Je vais attendre la keynote d'Apple de lundi prochain pour me décider sur mes futures achats mais il est certain que j'achèterai un bracelet, ma préférence va au Nike Fuelband mais il est apparemment extrêmement difficile de le trouver en Europe ou alors pour des prix complétement prohibitif car importé des US. Et pour mon suivie mon sportif j'aimerai bien quitter Adidas micoach mais cela me semble compliqué actuellement car je ne crois pas que Nike+ propose de suivre son rythme cardiaque et surtout de préparer un enraiement avec des zone cardiaque (du genre 3 min en zone vert (130 à 150 pulsations minute), 5 en zone jaune (151 à 165 pulsations minute) et 2 en zone rouge 166 à 180 pulsations minute)&#8230;

Concernant l'app de mes rêve, il faudrait qu'elle fusionne les options de Nike+ et son coté social et avec des récompense comme dans un jeux vidéo avec des badge en fonction des objectifs et les option d'Adidas micoach avec le suivie du rythme cardiaque via une ceinture et surtout pouvoir programmer des entrainement basé sur son rythme cardiaque et le tout dans un jolie design bien ergonomique du style de celui de Nike+... Alors si vous avez des conseils...

Il existe bien entendu d'autres accessoires et applications, alors je vous laisse en parler et je mettrai à jour ce post si il est possible de l'éditer.


*Et en bonus mes écouteurs sans fil préférés pour le sport :*

*Philips ActionFit*
http://www.philips.fr/c/ecouteurs/tour-doreille-actionfit-orange-et-gris-shb6017_10/prd/

*Jabra Sport Apple Edition*
http://www.jabra.fr/headsets-and-speakerphones/consumer-products/sports


----------



## Siciliano (4 Juin 2013)

Hello ! 

Pas mal ce petit récaputilatif ! 

Pour ma part, j'ai toujours utilisé qu'une seule application pour courir, et c'est Runtastic. Existe en version gratuite et une version payante.
Tu as un site communautaire (un peu à la Facebook) où tu peux enregistrer tes activités, avoir des "amis", voir leurs activités, commenter, liker, etc.
Tu peux faire de l'entrainement fractionné il me semble sur l'appli, etc.
Et ils vendent leur propre ceinture de cardio (compatible avec d'autres applications) ou tu peux acheter d'autres ceintures de cardio qui devront être compatible.
Je m'en sers juste pour prendre mon parcours et les quelques données importantes (vitesse, altitude, etc.), ainsi que regarder sur le site mes différentes activités dans le mois, etc.


----------



## nifex (4 Juin 2013)

Merci Siciliano pour ton avis sur Runtastic ! 
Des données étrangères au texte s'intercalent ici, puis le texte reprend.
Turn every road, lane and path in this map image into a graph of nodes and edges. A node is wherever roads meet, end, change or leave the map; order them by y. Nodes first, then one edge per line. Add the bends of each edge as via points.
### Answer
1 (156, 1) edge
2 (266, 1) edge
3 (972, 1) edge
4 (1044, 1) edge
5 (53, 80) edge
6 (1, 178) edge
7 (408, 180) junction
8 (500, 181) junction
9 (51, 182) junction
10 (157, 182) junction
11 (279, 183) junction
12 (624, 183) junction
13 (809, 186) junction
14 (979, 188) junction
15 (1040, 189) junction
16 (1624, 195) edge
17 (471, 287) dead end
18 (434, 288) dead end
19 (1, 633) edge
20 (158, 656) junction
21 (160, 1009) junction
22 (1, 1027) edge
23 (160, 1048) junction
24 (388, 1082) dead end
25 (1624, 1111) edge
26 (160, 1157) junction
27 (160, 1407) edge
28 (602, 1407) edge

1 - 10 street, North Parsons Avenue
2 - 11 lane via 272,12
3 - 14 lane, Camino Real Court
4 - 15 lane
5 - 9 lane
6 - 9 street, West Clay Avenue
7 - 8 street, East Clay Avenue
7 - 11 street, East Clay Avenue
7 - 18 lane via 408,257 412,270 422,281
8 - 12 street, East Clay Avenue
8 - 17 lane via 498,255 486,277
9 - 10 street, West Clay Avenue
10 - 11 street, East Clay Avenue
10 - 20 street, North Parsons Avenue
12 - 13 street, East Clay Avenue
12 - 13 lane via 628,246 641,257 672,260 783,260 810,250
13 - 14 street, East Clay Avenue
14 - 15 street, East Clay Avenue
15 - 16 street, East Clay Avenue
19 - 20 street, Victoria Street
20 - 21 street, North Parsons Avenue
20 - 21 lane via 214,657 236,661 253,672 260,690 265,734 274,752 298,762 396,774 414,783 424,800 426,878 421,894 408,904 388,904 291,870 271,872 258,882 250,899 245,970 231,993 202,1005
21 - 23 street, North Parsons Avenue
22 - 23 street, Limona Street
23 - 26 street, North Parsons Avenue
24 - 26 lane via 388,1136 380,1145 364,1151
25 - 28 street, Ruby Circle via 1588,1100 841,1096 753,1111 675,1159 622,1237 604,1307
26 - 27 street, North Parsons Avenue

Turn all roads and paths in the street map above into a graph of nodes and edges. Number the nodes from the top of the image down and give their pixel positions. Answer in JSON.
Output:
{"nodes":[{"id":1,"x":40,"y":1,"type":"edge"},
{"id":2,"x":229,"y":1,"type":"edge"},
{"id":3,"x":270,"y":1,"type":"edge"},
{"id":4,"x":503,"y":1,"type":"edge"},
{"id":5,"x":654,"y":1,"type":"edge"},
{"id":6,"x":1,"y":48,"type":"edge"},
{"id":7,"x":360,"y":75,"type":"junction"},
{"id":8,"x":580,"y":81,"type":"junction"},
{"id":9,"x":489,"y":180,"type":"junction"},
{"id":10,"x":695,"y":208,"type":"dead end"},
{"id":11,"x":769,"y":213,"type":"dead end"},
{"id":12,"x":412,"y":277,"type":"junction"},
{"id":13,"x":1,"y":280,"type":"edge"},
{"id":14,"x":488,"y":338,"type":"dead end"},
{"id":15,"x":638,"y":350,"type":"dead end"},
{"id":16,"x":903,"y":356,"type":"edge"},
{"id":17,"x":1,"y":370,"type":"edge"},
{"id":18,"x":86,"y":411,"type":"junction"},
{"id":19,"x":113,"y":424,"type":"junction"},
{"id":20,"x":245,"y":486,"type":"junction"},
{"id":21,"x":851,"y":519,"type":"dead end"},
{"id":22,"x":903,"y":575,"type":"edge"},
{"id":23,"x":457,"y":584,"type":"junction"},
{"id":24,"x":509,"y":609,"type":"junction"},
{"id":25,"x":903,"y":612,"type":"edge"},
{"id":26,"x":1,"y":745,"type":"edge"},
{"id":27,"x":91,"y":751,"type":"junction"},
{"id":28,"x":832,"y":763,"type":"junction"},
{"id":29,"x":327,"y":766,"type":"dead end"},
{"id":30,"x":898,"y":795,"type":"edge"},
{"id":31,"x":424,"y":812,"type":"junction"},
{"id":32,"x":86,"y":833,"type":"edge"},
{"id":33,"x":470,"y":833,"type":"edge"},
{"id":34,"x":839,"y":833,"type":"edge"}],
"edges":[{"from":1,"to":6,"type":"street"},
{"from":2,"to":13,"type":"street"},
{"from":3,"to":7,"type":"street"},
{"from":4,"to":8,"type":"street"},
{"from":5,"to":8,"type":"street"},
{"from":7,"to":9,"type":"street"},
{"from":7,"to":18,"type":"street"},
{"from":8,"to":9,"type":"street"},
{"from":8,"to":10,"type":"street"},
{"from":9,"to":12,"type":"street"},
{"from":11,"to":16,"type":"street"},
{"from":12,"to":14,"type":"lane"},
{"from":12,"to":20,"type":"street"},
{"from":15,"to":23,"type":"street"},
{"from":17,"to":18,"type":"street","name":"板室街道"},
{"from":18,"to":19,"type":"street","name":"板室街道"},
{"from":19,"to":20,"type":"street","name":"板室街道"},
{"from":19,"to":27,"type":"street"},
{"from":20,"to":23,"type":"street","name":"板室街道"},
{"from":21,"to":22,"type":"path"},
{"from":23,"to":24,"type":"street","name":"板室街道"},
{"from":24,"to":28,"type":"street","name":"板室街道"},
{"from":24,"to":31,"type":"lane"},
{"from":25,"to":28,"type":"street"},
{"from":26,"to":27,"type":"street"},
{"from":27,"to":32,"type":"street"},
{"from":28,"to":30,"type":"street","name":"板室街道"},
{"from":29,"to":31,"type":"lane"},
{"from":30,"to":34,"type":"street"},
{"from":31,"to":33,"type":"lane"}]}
J'ai mis ta citation dans mon 1er message.


----------



## nifex (5 Juin 2013)

J'ai pas pu attendre la semaine prochaine, j'ai commandé ce matin la Nike Fuelband sur le Nike Store en ligne, en faite il suffit d'aller sur le store anglais, de mettre dans son panier le fuelband et ensuite de retourner sur le store de son pays et le fuelband reste dans le panier et on peut le recevoir.

Si Apple devait annoncer une montre plus intéressante que le fuelband je serais à temps pour la renvoyer, mais je doute que ce soit le cas


----------



## nifex (11 Juin 2013)

Un petit up pour vous dire que j'ai reçu mon Nike Fuel Band et je vous donnerez mon avis d'ici quelques temps.


----------



## Gwen (11 Juin 2013)

J'ai mon Jawbone depuis un peu plus d'une semaine maintenant.

Franchement c'est gadget.

Ça me dit si j'ai bien dormi, me compte mes pas, mais ne fait pas grand-chose d'autre.

À 129&#8364; le podomètre, ça fait un peu cher.


----------



## Mac*Gyver (24 Juin 2013)

je veisn de tomber sur une review de Les Numeriques sur une app sportive: ismoothrun

http://www.lesnumeriques.com/appli-logiciel/lake-horizon-ismoothrun-p16604/test.html#test-complet

apparemment, elle bats toutes les autres (et est compatible avec beaucoup d'autres style runstatic).

Certaisn d'entre vous connaissent?

je me laisserais bien tenter masi l'interet reside aussi dans l'utilisation d'un cardiometre qu'il me faut trouver (genre celui la http://www.runalyzer.com/fr/blue.html)

merci


----------